■ Dataset records
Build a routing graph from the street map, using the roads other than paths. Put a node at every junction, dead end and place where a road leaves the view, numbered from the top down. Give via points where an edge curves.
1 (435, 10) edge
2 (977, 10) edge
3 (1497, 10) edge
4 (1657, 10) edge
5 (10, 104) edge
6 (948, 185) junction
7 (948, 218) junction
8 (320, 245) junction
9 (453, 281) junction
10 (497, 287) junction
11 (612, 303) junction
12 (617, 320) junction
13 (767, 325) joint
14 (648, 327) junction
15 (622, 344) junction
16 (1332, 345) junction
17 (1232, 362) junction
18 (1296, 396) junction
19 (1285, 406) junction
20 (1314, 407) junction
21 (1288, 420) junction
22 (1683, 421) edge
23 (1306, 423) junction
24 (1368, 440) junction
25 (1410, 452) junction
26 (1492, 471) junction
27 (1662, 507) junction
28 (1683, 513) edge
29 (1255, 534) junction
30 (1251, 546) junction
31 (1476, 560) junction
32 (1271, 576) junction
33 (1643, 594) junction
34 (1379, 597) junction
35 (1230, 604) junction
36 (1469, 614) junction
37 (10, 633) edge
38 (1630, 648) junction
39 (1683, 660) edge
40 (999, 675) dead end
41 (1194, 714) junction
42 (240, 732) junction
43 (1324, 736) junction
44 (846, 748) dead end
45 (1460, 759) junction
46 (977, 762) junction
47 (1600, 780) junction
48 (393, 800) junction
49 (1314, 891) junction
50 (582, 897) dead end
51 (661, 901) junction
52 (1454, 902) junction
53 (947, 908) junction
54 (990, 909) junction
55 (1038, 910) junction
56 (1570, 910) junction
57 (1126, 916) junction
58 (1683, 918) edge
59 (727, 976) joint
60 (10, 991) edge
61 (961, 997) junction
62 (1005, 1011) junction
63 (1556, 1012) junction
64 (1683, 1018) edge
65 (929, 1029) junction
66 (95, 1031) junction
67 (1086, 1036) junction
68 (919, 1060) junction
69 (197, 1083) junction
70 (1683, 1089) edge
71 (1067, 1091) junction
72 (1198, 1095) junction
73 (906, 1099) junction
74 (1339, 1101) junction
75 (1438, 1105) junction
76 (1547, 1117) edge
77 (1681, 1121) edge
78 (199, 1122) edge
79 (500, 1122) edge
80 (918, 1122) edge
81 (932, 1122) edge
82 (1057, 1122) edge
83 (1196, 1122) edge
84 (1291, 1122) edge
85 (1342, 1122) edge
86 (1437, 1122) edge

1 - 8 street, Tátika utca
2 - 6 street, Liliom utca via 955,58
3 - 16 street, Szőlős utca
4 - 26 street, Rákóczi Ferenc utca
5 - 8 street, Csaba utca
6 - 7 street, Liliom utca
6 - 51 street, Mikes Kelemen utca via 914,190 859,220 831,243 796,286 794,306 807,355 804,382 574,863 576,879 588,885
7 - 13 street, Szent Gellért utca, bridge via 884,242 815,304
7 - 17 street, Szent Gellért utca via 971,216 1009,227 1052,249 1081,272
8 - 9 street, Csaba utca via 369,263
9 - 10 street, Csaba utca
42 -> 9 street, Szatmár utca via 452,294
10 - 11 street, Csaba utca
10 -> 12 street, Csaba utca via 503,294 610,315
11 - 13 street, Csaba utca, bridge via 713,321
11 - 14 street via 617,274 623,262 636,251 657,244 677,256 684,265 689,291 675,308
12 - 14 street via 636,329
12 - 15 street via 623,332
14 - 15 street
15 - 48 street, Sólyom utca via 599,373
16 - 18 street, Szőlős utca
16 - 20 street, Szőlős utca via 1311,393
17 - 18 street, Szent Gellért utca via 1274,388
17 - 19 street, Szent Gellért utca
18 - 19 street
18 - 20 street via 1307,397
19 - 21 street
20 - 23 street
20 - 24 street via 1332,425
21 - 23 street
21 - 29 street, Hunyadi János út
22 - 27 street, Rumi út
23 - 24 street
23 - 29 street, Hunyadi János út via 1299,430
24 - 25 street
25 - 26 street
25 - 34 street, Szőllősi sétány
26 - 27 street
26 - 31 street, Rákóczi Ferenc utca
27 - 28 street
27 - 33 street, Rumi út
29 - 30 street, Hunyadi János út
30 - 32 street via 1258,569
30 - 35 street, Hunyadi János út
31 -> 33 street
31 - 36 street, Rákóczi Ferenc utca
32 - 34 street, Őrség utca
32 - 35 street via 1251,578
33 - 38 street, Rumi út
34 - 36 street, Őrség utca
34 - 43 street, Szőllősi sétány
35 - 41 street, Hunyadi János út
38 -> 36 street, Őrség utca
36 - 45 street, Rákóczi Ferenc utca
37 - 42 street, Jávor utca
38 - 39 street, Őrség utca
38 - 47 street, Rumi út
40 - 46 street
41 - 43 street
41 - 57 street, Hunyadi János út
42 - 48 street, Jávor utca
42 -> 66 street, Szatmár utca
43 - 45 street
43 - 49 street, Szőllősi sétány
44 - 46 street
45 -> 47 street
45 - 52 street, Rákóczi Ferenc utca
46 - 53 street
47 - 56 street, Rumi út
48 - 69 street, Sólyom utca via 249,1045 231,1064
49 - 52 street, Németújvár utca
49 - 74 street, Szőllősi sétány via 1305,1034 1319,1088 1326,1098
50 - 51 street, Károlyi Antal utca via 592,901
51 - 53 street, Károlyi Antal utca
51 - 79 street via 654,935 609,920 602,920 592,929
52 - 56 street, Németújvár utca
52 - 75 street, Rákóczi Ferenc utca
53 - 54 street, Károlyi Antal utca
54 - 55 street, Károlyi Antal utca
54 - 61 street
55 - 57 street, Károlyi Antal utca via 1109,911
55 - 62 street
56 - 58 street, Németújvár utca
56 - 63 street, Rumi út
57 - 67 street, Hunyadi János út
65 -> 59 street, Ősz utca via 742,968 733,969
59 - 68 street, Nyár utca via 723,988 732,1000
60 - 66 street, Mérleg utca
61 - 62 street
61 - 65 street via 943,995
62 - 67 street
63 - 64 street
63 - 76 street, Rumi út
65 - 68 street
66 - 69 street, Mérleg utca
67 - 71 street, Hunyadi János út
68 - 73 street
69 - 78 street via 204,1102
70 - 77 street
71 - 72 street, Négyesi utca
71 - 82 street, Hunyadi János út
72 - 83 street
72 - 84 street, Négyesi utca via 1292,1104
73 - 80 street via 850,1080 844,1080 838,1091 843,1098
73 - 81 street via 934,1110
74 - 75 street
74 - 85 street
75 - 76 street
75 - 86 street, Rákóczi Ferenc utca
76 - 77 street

■ Aim of the task
For the listing above, identify each line bearing "Rákóczi".

■ Response area
4 - 26 street, Rákóczi Ferenc utca
26 - 31 street, Rákóczi Ferenc utca
31 - 36 street, Rákóczi Ferenc utca
36 - 45 street, Rákóczi Ferenc utca
45 - 52 street, Rákóczi Ferenc utca
52 - 75 street, Rákóczi Ferenc utca
75 - 86 street, Rákóczi Ferenc utca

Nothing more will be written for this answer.